**Task goal:**
Work through the data below and state how many lines contain "roads", giving that number alone.

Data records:

- Opening Delimiter -

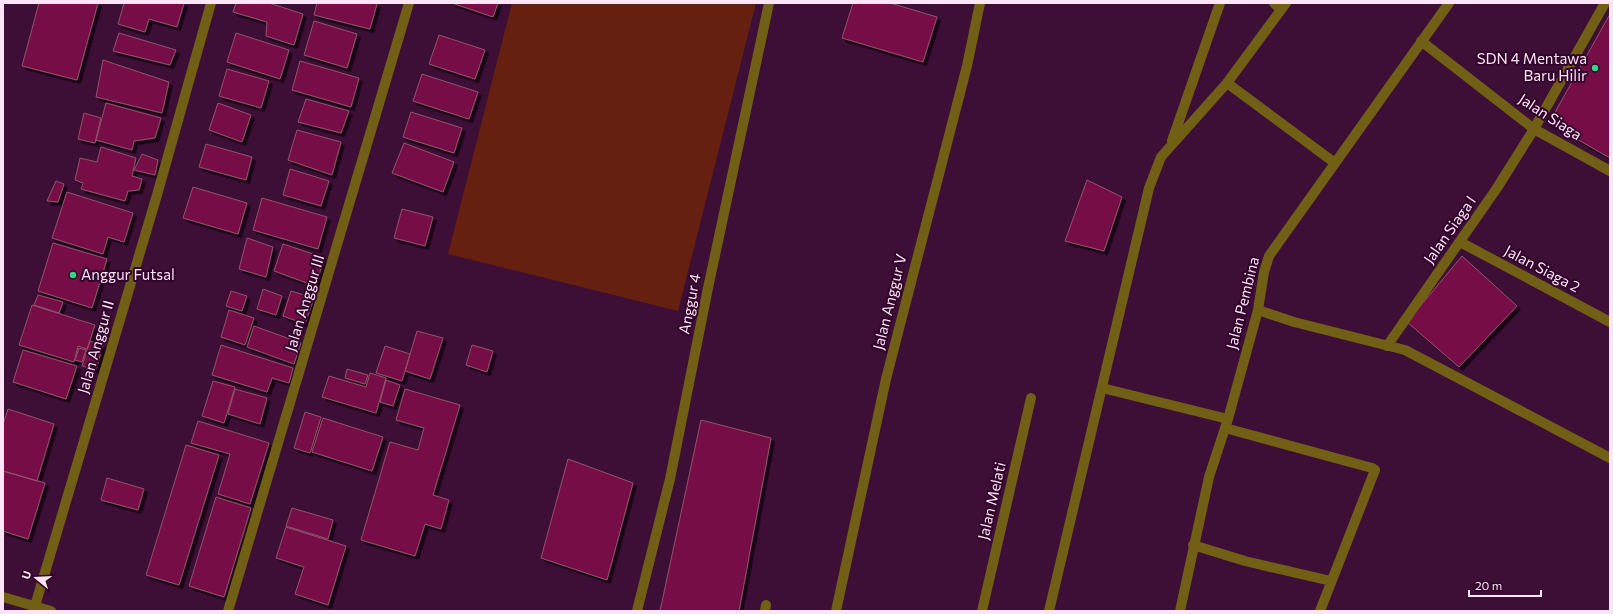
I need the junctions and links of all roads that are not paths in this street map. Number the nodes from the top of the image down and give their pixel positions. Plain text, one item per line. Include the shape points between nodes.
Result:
1 (210, 3) edge
2 (409, 3) edge
3 (769, 3) edge
4 (980, 3) edge
5 (1220, 3) edge
6 (1449, 3) edge
7 (1605, 3) edge
8 (1280, 5) edge
9 (1421, 41) junction
10 (1227, 82) junction
11 (1534, 129) junction
12 (1169, 147) junction
13 (1335, 163) junction
14 (1610, 171) edge
15 (1460, 242) junction
16 (1258, 310) junction
17 (1610, 322) edge
18 (1387, 346) junction
19 (1102, 388) junction
20 (1031, 398) dead end
21 (1226, 423) junction
22 (1610, 458) edge
23 (1193, 545) junction
24 (1331, 581) junction
25 (3, 597) edge
26 (35, 606) junction
27 (50, 611) edge
28 (228, 611) edge
29 (637, 611) edge
30 (836, 611) edge
31 (982, 611) edge
32 (1049, 611) edge
33 (1180, 611) edge
34 (1320, 611) edge

1 - 26 street, Jalan Anggur II
2 - 28 street, Jalan Anggur III
3 - 29 street, Anggur 4 via 670,479
4 - 30 street, Jalan Anggur V via 967,66 886,379
5 - 12 street
6 - 9 street, Jalan Pembina
7 - 11 street, Jalan Siaga I
8 - 10 street
9 - 11 street, Jalan Siaga
9 - 13 street, Jalan Pembina
10 - 12 street
10 - 13 street
11 - 14 street, Jalan Siaga
11 - 15 street, Jalan Siaga I
12 - 19 street via 1159,161 1150,188
13 - 16 street, Jalan Pembina via 1269,256
15 - 17 street, Jalan Siaga 2
15 - 18 street, Jalan Siaga I
16 - 18 street
16 - 21 street, Jalan Pembina
18 - 22 street via 1420,357
19 - 21 street
19 - 32 street
20 - 31 street, Jalan Melati
21 - 23 street, Jalan Pembina via 1208,477
21 - 24 street via 1376,470
23 - 24 street via 1245,561
23 - 33 street, Jalan Pembina
24 - 34 street
25 - 26 street
26 - 27 street

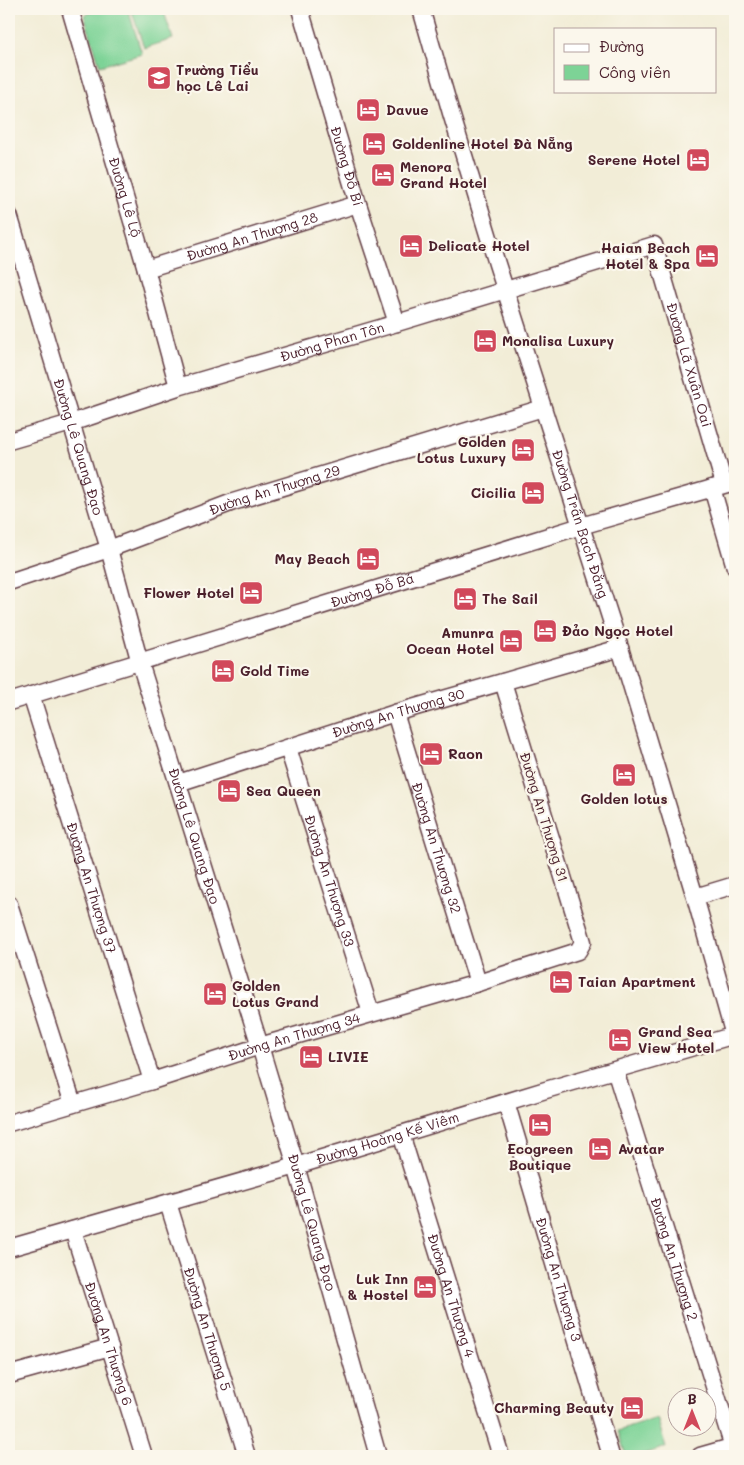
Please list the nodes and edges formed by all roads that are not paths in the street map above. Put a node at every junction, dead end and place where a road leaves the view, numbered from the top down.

- Closing Delimiter -

**Exercise solution:**
2